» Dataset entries

[Start of Attachment]

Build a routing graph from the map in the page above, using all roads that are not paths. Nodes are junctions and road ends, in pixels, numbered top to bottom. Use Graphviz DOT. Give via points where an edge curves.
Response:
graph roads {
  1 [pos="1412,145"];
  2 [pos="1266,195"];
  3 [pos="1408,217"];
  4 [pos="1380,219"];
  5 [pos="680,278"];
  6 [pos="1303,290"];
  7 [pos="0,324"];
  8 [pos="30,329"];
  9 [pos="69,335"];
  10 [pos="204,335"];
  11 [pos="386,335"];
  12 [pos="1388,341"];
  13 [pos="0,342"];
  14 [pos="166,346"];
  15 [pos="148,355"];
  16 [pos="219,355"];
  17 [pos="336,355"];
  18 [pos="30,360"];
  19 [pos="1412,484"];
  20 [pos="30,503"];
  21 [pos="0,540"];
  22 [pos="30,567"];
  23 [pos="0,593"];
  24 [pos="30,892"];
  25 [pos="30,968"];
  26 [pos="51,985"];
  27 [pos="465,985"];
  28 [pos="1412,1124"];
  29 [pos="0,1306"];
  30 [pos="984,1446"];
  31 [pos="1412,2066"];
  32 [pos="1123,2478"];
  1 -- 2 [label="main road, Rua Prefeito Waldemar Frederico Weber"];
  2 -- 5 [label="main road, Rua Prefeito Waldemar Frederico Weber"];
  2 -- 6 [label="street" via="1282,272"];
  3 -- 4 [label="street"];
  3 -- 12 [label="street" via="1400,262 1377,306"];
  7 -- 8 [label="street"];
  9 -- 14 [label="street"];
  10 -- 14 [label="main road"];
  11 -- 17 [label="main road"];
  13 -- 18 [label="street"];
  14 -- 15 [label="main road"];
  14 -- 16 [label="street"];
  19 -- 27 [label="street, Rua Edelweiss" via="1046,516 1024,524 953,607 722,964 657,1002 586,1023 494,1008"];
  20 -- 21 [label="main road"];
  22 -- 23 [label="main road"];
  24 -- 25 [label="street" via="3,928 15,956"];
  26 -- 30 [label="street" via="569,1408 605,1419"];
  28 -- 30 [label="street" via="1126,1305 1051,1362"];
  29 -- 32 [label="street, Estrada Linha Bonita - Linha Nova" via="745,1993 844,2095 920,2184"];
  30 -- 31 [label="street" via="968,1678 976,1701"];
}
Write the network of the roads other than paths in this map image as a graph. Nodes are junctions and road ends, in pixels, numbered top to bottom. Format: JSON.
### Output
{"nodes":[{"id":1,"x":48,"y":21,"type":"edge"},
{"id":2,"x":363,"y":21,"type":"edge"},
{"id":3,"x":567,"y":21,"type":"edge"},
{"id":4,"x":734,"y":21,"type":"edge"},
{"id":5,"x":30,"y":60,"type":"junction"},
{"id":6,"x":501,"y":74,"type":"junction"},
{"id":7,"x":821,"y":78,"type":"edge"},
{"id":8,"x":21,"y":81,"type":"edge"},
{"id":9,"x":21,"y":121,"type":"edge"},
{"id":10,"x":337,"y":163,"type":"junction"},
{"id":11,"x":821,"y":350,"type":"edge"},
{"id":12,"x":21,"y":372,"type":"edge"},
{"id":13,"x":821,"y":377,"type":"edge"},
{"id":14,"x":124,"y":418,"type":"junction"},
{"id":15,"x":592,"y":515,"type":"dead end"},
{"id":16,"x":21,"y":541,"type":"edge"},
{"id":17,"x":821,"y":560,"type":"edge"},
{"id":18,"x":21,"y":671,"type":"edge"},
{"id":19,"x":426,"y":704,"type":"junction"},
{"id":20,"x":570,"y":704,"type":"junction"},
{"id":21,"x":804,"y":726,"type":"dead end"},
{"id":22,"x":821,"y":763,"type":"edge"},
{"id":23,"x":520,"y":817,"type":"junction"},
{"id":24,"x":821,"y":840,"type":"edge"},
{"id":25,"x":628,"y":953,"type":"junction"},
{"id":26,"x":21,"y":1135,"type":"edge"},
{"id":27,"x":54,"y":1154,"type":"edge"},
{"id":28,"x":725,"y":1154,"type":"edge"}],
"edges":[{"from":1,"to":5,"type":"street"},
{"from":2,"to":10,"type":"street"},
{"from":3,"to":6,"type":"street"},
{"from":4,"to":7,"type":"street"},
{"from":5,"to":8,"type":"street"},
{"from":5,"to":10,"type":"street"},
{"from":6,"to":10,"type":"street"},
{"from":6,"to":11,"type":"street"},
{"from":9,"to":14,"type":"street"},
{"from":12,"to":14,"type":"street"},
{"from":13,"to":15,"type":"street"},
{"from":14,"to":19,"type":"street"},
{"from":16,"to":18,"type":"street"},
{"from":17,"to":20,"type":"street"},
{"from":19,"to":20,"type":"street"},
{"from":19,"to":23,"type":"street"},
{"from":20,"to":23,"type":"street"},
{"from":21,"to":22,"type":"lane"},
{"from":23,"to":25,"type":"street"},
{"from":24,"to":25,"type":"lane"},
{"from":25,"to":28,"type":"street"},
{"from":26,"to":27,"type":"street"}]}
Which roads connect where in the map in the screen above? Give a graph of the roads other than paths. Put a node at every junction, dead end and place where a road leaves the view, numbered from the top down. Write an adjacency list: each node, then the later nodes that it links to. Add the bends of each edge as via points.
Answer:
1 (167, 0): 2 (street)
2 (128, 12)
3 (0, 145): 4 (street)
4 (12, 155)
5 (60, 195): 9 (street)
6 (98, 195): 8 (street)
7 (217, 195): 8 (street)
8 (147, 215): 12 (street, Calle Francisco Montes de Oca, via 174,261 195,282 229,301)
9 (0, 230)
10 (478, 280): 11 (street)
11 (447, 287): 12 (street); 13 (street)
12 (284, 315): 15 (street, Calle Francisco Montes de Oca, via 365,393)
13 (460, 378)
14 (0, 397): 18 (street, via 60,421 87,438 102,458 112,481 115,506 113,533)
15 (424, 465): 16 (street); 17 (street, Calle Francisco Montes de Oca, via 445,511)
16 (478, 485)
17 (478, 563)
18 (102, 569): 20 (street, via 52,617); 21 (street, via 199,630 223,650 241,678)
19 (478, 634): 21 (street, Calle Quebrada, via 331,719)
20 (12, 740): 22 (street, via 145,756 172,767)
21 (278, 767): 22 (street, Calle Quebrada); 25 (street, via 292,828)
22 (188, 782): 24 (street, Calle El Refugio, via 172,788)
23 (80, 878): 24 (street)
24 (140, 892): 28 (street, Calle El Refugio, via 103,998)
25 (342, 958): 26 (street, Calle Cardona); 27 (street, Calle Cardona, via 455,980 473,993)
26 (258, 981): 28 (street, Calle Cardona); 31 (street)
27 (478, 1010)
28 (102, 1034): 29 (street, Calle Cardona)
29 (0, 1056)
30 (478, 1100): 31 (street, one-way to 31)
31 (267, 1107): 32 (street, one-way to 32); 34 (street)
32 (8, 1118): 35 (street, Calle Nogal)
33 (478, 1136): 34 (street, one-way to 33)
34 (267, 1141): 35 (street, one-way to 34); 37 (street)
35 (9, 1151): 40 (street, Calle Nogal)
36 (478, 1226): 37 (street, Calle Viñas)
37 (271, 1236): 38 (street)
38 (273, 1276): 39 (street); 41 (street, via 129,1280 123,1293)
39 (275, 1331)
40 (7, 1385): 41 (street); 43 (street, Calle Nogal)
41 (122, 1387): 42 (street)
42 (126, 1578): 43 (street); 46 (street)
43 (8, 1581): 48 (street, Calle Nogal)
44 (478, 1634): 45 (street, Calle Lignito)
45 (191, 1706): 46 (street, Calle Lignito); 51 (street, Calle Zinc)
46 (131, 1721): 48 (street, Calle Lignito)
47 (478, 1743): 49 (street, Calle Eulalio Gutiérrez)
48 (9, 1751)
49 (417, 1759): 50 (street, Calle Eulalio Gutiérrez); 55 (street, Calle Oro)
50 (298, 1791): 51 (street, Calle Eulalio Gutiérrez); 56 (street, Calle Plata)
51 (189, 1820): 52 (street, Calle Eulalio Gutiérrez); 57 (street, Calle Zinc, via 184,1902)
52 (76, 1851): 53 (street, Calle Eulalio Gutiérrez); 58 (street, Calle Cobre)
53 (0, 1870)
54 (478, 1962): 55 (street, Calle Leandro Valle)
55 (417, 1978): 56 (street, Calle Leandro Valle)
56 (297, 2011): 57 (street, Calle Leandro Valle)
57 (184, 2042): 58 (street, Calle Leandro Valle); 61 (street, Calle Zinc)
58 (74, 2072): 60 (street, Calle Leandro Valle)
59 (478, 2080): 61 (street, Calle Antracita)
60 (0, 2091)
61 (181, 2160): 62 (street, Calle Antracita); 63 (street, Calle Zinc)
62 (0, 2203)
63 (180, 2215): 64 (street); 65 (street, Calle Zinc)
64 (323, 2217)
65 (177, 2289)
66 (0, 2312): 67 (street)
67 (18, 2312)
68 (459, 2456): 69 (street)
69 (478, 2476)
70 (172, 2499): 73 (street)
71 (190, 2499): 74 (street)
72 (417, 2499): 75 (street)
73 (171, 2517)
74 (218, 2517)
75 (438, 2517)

[End of Attachment]

» Exercise description
Would you please return all lines of the data that include the word "Quebrada"?

» Finished task
19 (478, 634): 21 (street, Calle Quebrada, via 331,719)
21 (278, 767): 22 (street, Calle Quebrada); 25 (street, via 292,828)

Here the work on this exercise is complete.